## TO DO
Scan the records for the word "points". Copy each line that includes it.

## Stored data entries
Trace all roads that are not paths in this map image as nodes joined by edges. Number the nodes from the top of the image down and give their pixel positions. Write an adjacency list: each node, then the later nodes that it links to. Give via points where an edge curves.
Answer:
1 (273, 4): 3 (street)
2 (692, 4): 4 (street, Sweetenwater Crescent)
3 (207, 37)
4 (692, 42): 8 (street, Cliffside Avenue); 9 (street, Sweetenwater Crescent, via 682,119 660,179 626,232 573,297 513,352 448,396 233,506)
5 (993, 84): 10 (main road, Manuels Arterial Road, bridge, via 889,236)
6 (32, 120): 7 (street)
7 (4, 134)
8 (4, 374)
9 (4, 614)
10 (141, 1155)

--

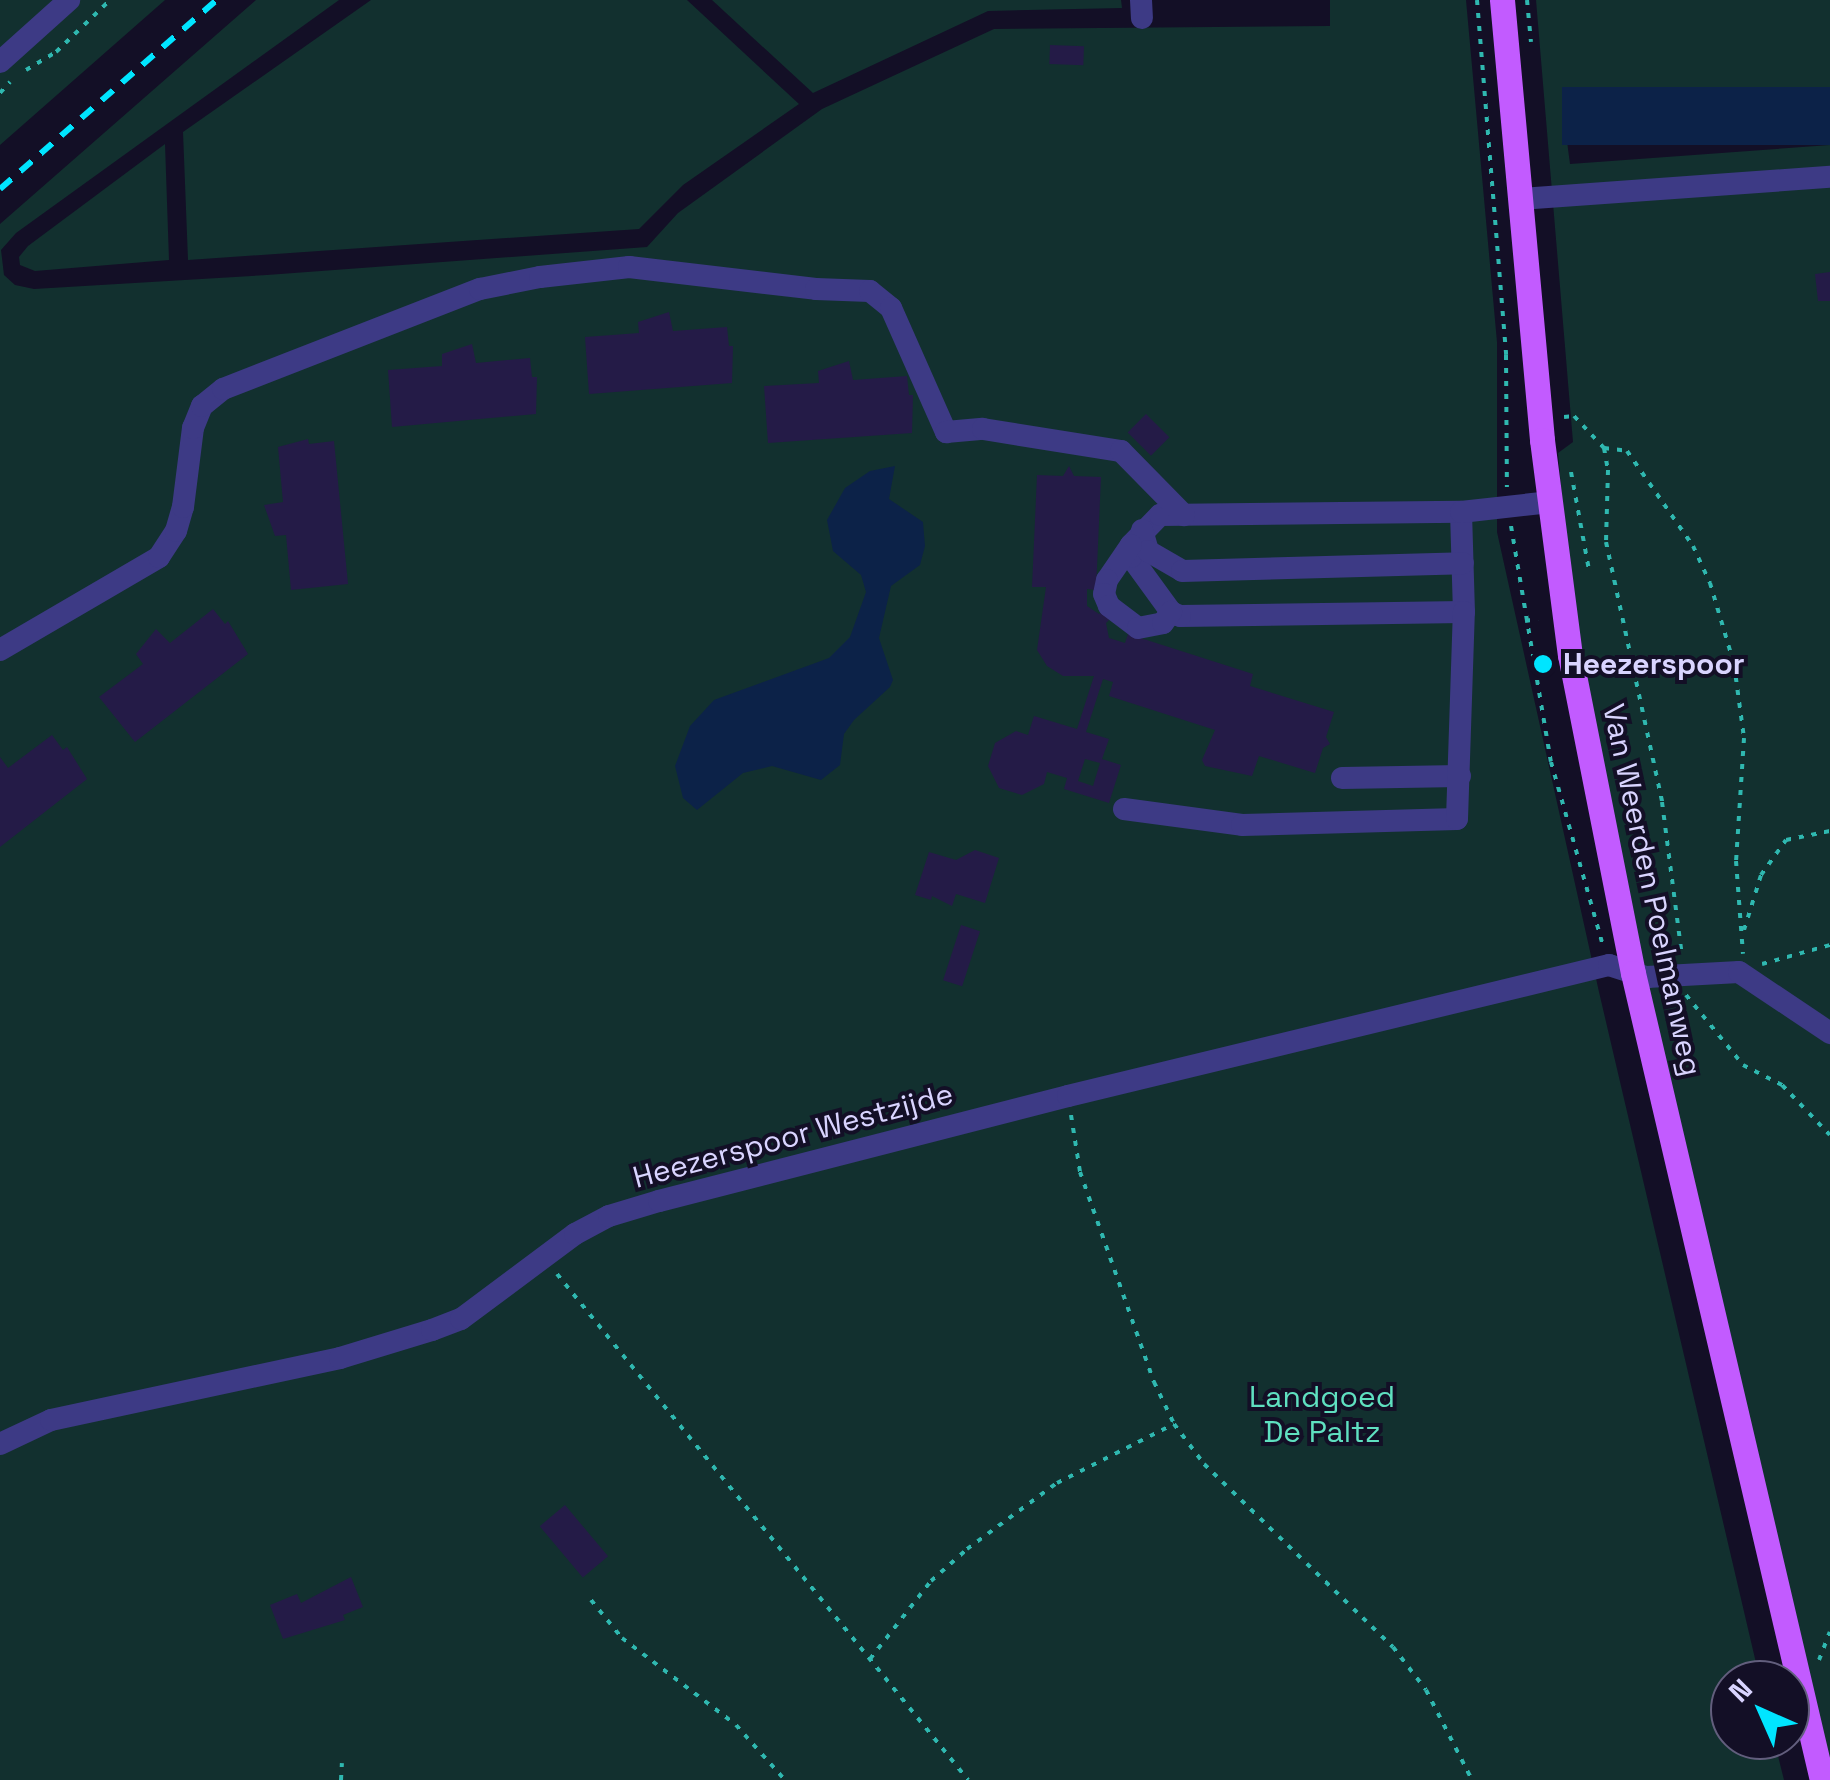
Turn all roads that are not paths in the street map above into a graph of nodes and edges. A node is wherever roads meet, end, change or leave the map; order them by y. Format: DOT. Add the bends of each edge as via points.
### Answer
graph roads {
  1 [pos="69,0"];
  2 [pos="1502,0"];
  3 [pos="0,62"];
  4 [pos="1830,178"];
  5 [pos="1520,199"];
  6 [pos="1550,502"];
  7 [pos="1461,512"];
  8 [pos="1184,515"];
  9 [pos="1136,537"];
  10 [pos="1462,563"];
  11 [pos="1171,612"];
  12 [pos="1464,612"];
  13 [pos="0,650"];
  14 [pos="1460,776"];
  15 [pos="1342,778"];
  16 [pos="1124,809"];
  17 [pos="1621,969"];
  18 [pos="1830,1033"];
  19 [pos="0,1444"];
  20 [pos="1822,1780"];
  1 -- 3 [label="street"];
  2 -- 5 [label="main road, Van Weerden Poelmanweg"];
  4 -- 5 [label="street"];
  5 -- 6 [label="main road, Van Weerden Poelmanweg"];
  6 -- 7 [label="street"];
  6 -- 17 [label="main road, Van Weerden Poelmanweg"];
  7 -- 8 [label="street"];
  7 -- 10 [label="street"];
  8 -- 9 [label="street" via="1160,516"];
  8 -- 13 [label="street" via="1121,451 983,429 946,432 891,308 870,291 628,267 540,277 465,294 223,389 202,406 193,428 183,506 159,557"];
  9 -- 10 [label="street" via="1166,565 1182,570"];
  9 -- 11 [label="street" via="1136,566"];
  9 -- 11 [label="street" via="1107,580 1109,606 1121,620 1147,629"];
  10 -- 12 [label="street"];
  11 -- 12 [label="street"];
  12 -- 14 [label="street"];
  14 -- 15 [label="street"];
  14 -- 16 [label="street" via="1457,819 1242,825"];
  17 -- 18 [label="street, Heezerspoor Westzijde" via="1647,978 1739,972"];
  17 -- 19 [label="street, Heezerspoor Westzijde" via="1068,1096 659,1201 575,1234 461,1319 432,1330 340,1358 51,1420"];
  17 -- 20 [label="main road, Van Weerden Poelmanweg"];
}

## REPLY
Trace all roads that are not paths in this map image as nodes joined by edges. Number the nodes from the top of the image down and give their pixel positions. Write an adjacency list: each node, then the later nodes that it links to. Give via points where an edge curves.
Turn all roads that are not paths in the street map above into a graph of nodes and edges. A node is wherever roads meet, end, change or leave the map; order them by y. Format: DOT. Add the bends of each edge as via points.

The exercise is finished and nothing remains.